**Task to carry out:** From the first line to the last, output the records exactly and drop any images.

Collected data
|---|
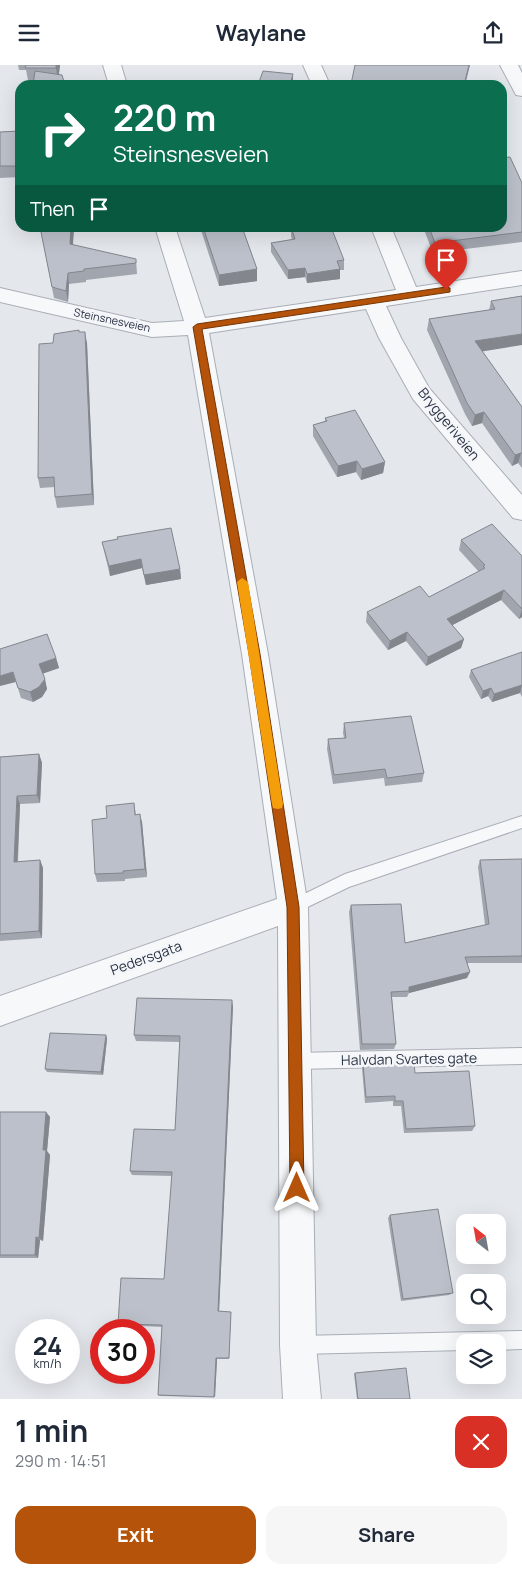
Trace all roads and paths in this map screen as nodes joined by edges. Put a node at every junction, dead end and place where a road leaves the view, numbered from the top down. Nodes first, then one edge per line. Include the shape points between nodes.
1 (112, 65) edge
2 (312, 65) edge
3 (509, 65) edge
4 (116, 80) edge
5 (319, 80) edge
6 (522, 91) edge
7 (167, 232) edge
8 (383, 232) edge
9 (522, 278) edge
10 (0, 295) edge
11 (409, 295) junction
12 (374, 302) junction
13 (197, 327) junction
14 (522, 511) edge
15 (522, 822) edge
16 (293, 907) junction
17 (0, 1011) edge
18 (522, 1056) edge
19 (296, 1061) junction
20 (522, 1340) edge
21 (298, 1345) junction
22 (302, 1399) edge

1 - 4 street
2 - 5 street
3 - 6 street
7 - 13 street
8 - 11 street
9 - 11 street, Steinsnesveien
10 - 13 street, Steinsnesveien via 152,330
11 - 12 street, Steinsnesveien
12 - 13 street, Steinsnesveien
12 - 14 street, Bryggeriveien via 421,393
13 - 16 street via 255,654
15 - 16 lane via 345,881
16 - 17 street, Pedersgata
16 - 19 street
18 - 19 lane, Halvdan Svartes gate
19 - 21 street
20 - 21 lane
21 - 22 street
|---|
**Answer:**
Trace all roads and paths in this map screen as nodes joined by edges. Put a node at every junction, dead end and place where a road leaves the view, numbered from the top down. Nodes first, then one edge per line. Include the shape points between nodes.
1 (112, 65) edge
2 (312, 65) edge
3 (509, 65) edge
4 (116, 80) edge
5 (319, 80) edge
6 (522, 91) edge
7 (167, 232) edge
8 (383, 232) edge
9 (522, 278) edge
10 (0, 295) edge
11 (409, 295) junction
12 (374, 302) junction
13 (197, 327) junction
14 (522, 511) edge
15 (522, 822) edge
16 (293, 907) junction
17 (0, 1011) edge
18 (522, 1056) edge
19 (296, 1061) junction
20 (522, 1340) edge
21 (298, 1345) junction
22 (302, 1399) edge

1 - 4 street
2 - 5 street
3 - 6 street
7 - 13 street
8 - 11 street
9 - 11 street, Steinsnesveien
10 - 13 street, Steinsnesveien via 152,330
11 - 12 street, Steinsnesveien
12 - 13 street, Steinsnesveien
12 - 14 street, Bryggeriveien via 421,393
13 - 16 street via 255,654
15 - 16 lane via 345,881
16 - 17 street, Pedersgata
16 - 19 street
18 - 19 lane, Halvdan Svartes gate
19 - 21 street
20 - 21 lane
21 - 22 street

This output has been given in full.